Xiao Ji Zhou bought a home in Delta in March 2011 for $550,000 and sold it in January 2019 for $709,000, according to a B.C. Supreme Court ruling this month
But Jenny Sai Kiang Lee, a retired mortgage broker and real estate agent, said she and Zhou had been friends and made a deal involving the property, according to the ruling.
Lee said they had agreed to buy the Delta property as a joint venture, with Lee’s company kicking in the $137,500 down payment and other contributions and Zhou managing the property.
Lee said the pair had verbally agreed to share the profits from the eventual sale of the property in proportion to their contributions to the down payment.
(Zhou later paid back $49,990 towards down payment, according to Lee.)
But Zhou sold the home in January 2019, and Lee said she didn’t find out until August 2020 or get any of the proceeds, according to the ruling.
She filed a lawsuit in December 2020, seeking her share of the profits as well as repayment of other money she’d spent on the property, including costs related to a tenant grow-op.
Lee made numerous efforts to serve Zhou with legal papers, both at her Edmonds condo and at her sister’s Burnaby house, according to the ruling.
The court eventually granted a $149,934.52 default judgment against Zhou in her absence in June 2021, and a certificate of judgment was registered against the title of her Edmonds Condo in October.
Only then did Zhou respond to the lawsuit, saying she would be applying to have the default order set aside, according to the ruling.
Zhou said the Land Title Office notice in October was the first she’d heard about the lawsuit.
She said she’d moved to Mission, and the tenant in her Burnaby condo hadn’t forwarded any of the legal documents.
Papers sent to Zhou’s sister’s house in Burnaby also hadn’t been forwarded, according to Zhou.
As for phone messages, she said she didn’t know how to check voicemail on her cellphone.
Zhou denied the existence of the verbal agreement with Lee.

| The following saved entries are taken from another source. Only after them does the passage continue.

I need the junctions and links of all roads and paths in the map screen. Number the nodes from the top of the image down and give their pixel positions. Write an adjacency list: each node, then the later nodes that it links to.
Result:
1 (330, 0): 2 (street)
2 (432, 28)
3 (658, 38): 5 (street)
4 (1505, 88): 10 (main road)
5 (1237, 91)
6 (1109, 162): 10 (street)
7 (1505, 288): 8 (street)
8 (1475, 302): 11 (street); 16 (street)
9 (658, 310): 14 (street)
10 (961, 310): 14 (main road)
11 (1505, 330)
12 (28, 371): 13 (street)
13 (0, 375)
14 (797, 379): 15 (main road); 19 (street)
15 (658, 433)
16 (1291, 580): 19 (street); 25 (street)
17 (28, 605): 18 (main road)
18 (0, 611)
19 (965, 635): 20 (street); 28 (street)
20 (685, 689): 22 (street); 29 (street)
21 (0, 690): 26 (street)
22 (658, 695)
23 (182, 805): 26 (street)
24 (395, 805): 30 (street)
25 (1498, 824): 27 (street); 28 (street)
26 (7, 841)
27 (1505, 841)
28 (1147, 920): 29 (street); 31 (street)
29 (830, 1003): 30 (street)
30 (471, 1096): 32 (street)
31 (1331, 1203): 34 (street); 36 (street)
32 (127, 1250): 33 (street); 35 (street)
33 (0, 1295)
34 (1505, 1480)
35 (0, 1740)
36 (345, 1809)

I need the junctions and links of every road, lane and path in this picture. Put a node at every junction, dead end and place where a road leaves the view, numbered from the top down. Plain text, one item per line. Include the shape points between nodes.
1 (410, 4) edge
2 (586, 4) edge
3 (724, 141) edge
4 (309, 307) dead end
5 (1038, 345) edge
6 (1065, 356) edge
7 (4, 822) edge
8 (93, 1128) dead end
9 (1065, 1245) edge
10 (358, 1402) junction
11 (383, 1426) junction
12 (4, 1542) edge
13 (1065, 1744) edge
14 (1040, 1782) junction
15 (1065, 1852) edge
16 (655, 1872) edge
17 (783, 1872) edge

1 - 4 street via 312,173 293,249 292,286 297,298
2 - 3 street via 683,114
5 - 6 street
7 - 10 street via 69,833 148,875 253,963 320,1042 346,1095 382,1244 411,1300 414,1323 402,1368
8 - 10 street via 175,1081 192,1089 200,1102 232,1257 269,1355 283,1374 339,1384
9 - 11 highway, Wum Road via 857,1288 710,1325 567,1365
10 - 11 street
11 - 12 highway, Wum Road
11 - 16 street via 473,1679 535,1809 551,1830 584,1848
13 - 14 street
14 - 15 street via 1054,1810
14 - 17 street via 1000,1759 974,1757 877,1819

She said Lee is not a “credible individual” and that she didn’t owe Lee any money.
For the default order to be set aside, B.C. Supreme Court Justice Sheila Tucker said it was up to Zhou to prove she hadn't “wilfully or deliberately" failed to respond to Lee’s lawsuit.
Tucker concluded Zhou had not proven it and that her evidence was “vague and contains gaps.”
“In my view, Ms. Zhou was, at best, wilfully blind,” Tucker wrote.
She dismissed Zhou’s application, upheld the $149,934.52 default judgment and ordered Zhou to pay Lee’s court costs.